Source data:
--- START ---

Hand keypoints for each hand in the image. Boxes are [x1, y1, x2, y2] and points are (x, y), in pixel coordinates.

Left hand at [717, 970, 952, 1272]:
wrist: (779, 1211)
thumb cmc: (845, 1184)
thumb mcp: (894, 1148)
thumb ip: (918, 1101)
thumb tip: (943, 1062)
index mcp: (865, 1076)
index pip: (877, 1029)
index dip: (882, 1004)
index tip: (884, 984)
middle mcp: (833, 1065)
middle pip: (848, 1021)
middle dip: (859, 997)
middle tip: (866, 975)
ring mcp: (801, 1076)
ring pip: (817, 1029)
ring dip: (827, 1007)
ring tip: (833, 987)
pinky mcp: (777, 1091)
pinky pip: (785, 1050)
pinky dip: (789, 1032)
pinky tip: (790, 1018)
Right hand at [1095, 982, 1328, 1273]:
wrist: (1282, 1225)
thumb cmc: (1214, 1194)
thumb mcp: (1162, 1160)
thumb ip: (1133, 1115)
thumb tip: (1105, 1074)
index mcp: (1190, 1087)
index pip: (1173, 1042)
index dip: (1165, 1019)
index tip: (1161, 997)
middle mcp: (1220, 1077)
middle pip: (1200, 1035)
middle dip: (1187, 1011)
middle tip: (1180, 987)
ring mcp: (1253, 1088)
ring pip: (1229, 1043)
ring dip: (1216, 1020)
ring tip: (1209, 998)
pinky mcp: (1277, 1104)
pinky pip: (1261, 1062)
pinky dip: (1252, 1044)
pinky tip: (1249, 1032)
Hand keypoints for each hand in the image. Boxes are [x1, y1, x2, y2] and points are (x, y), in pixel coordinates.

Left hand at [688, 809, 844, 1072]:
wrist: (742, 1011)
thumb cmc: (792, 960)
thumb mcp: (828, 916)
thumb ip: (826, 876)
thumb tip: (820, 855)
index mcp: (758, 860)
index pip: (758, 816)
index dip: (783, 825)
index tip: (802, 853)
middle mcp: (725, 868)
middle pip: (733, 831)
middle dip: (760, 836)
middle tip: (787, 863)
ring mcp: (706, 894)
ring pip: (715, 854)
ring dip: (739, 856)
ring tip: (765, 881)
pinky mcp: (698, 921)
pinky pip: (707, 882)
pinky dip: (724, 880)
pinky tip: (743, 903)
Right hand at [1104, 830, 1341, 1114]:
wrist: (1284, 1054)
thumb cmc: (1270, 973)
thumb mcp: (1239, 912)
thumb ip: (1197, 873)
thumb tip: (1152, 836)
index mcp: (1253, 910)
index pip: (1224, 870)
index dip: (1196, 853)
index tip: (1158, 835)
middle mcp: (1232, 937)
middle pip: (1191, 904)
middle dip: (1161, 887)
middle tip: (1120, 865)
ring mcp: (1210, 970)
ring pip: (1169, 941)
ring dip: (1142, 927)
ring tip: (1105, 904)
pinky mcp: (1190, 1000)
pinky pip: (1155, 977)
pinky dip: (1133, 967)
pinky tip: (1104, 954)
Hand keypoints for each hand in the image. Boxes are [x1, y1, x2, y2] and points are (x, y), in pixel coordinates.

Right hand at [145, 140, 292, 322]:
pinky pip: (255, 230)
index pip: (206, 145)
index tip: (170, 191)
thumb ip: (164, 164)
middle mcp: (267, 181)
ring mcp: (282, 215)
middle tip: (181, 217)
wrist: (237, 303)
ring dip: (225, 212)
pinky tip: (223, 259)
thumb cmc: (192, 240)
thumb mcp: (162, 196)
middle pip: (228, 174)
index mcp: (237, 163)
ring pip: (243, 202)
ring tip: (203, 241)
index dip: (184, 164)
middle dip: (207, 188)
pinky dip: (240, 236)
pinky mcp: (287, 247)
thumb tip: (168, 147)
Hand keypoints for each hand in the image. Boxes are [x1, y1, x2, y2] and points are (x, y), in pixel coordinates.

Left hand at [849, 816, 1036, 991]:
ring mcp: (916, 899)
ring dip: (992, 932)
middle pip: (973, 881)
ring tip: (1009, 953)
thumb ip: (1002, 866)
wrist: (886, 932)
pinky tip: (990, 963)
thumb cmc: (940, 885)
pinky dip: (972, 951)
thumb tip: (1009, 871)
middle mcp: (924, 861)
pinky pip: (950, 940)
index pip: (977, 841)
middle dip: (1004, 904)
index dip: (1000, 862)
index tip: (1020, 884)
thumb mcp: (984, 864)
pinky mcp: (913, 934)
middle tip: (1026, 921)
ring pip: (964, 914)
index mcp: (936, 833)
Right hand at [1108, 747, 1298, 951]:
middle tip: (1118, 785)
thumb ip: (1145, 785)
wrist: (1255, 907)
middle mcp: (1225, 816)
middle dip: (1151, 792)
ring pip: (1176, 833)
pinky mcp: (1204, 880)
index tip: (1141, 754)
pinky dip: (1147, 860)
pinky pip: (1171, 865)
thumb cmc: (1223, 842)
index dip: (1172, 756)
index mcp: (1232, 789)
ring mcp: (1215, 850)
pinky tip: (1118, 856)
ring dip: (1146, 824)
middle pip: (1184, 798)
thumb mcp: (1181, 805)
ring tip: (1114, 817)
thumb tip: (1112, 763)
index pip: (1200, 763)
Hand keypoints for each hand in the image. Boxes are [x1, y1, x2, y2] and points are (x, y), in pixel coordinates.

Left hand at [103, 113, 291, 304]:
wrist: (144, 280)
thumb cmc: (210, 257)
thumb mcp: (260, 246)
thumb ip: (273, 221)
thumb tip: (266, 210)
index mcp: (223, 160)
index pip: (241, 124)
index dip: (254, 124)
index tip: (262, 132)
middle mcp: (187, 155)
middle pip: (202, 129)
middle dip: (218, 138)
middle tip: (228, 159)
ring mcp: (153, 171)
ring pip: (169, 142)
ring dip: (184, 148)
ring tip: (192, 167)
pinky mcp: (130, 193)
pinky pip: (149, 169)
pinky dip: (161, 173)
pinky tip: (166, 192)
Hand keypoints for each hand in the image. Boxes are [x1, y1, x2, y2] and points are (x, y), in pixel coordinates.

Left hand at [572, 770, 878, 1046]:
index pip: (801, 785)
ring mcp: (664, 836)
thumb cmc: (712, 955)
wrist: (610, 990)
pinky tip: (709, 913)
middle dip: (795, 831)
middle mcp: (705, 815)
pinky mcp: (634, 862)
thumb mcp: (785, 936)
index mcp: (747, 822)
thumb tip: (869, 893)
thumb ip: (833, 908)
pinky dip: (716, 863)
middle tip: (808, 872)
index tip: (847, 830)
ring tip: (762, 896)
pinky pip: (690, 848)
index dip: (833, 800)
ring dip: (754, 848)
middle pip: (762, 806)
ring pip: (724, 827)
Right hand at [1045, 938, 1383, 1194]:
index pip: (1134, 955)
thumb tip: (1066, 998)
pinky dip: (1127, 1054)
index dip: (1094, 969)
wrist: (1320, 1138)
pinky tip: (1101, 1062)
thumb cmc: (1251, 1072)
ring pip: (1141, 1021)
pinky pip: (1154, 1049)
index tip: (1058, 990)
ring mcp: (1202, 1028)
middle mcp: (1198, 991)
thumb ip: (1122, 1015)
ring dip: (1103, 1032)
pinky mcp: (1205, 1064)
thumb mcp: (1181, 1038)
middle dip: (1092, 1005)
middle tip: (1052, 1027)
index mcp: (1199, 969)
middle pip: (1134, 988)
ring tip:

--- END ---

From the first line of the data through the line with "thumb tip: (943, 1062)", quote each line exactly and add nothing else.

Hand keypoints for each hand in the image. Boxes are [x1, y1, x2, y2] and points are (x, y), in pixel coordinates.

Left hand at [717, 970, 952, 1272]:
wrist: (779, 1211)
thumb cmc: (845, 1184)
thumb mcp: (894, 1148)
thumb ip: (918, 1101)
thumb tip: (943, 1062)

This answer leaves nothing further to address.